Google Changes Billing Policies, Requiring Apps Use In-App Payment Mechanism With Thirty Percent Commission
Daisuke Wakabayashi, New York Times:
Google said in a blog post on Monday that it was providing “clarity” on billing policies because there was confusion among some developers about what types of transactions require use of its app store’s billing system.
Google has had a policy of taking a 30 percent cut of payments made within apps offered by the Google Play store, but some developers including Netflix and Spotify have bypassed the requirement by prompting users for a credit card to pay them directly. Google said companies had until Sept. 30, 2021, to integrate its billing systems.
In a news vacuum, this story is about Google claiming money it has been leaving on the table. Android allows sideloading, so if developers are resistant to comply with this change, they can distribute their apps elsewhere.

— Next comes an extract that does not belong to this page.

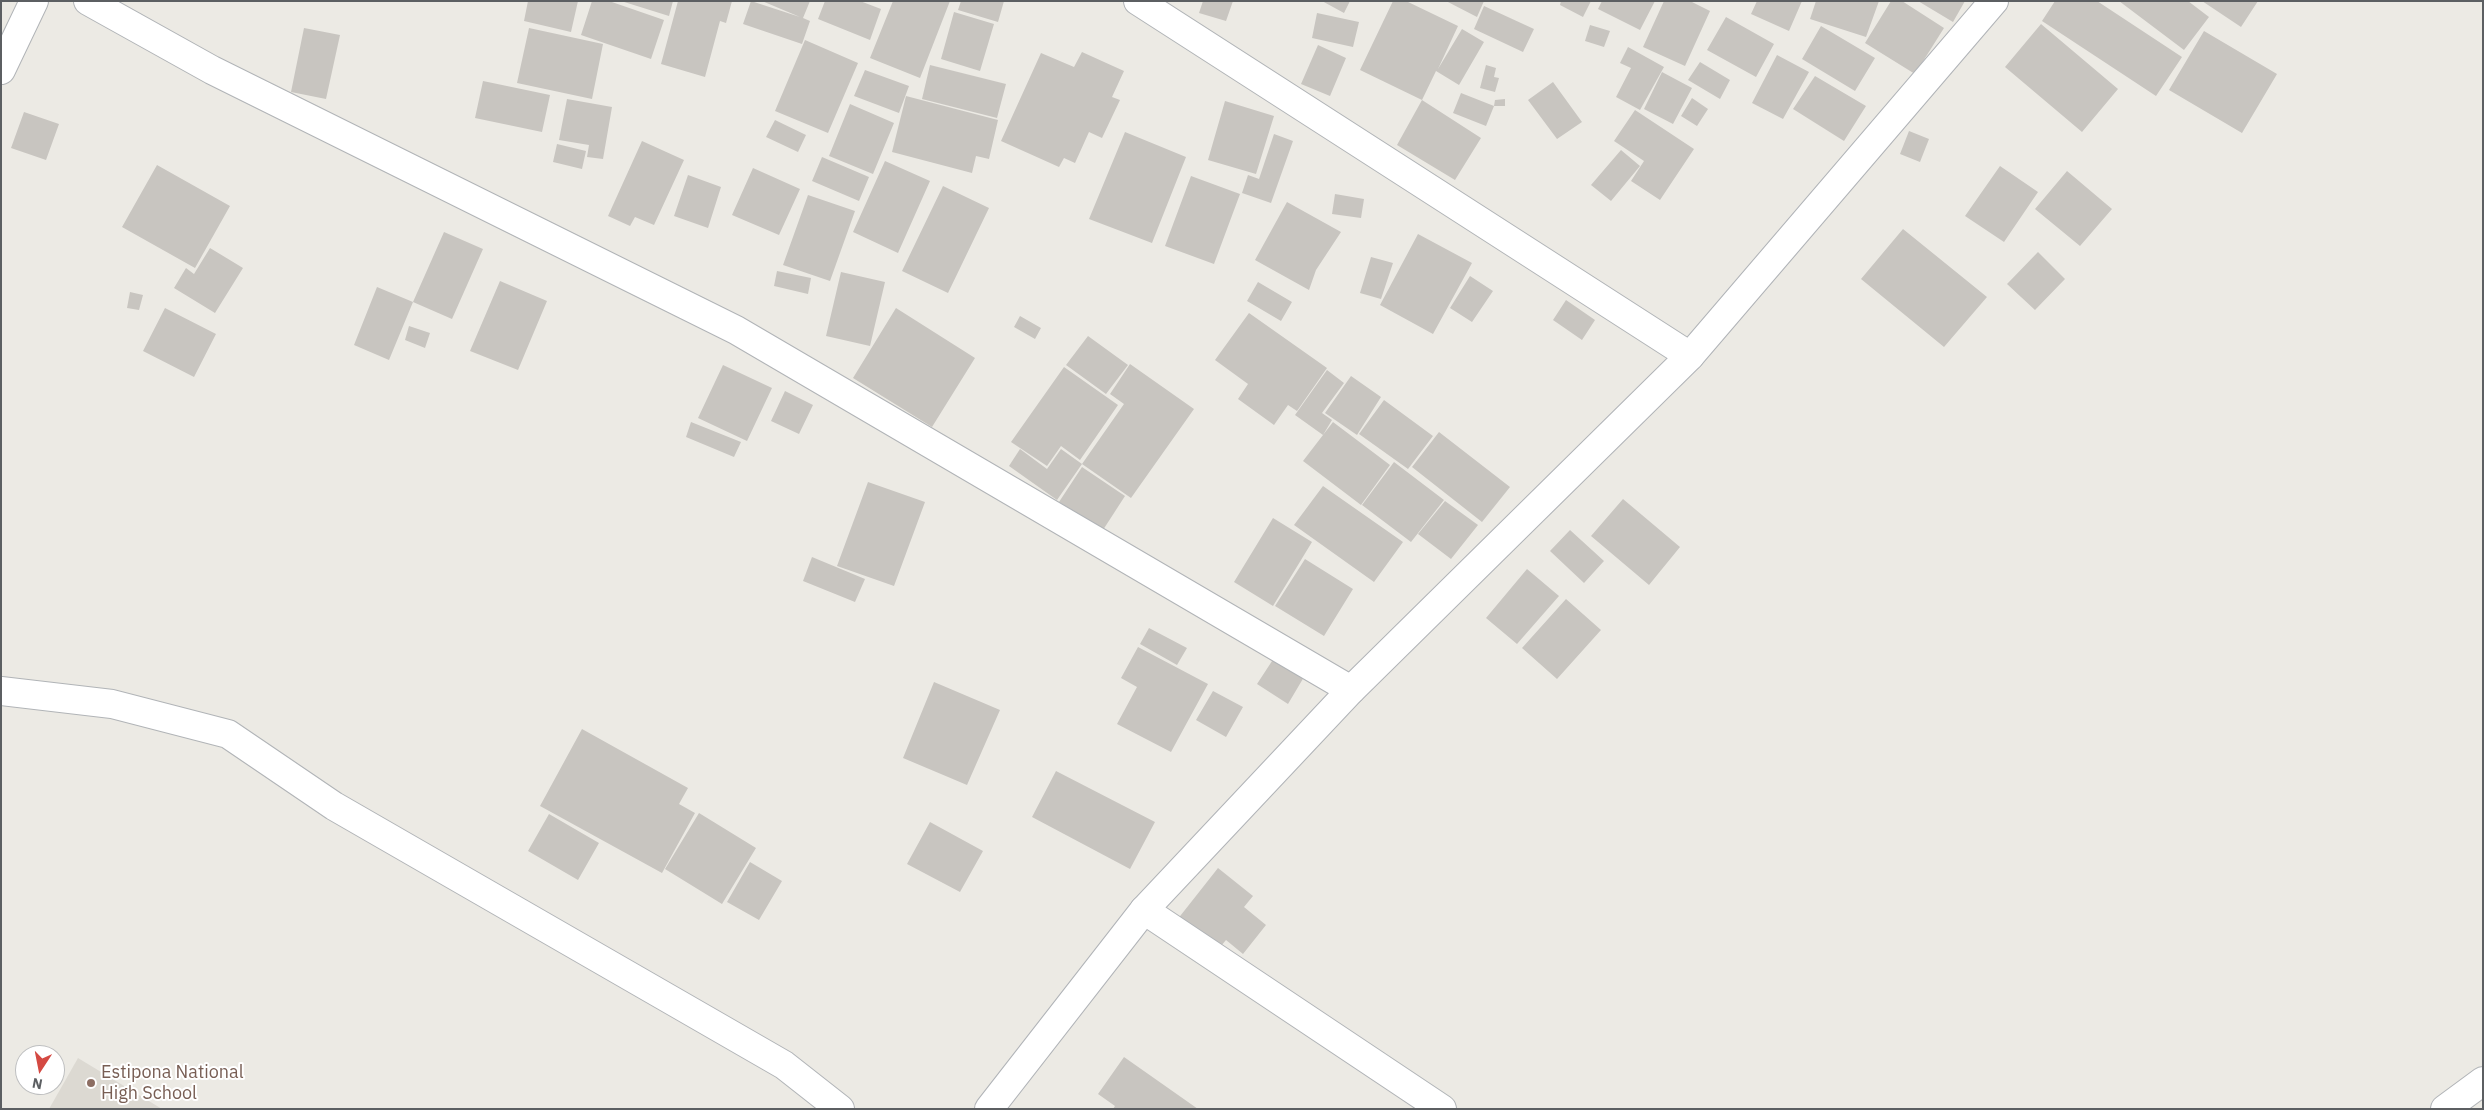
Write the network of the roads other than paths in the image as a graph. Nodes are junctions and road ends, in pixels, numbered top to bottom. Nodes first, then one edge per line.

But there is important context to this story, as governments around the world investigate tech giants for what they suspect are illegal anticompetitive practices. These antitrust investigations are spurring some peculiar behaviour at major tech companies. Last week, Apple said that it would hold off on collecting commission from ticket purchases to virtual classes. Apple also publicized a partner program for “premium subscription video entertainment services” from which it took only a 15% commission that it said it had been running since 2016. I am unclear as to how that fits Apple executives’ statements that the company treats all apps the same.
If Apple is trying to defend its practices and ease enforcement action against it, it is almost as though Google is encouraging it. There are complaints from developers and regulators in many countries about its Play Store, and it appears that Google has decided its best course of action is to embrace the inferno. As I said: it’s peculiar.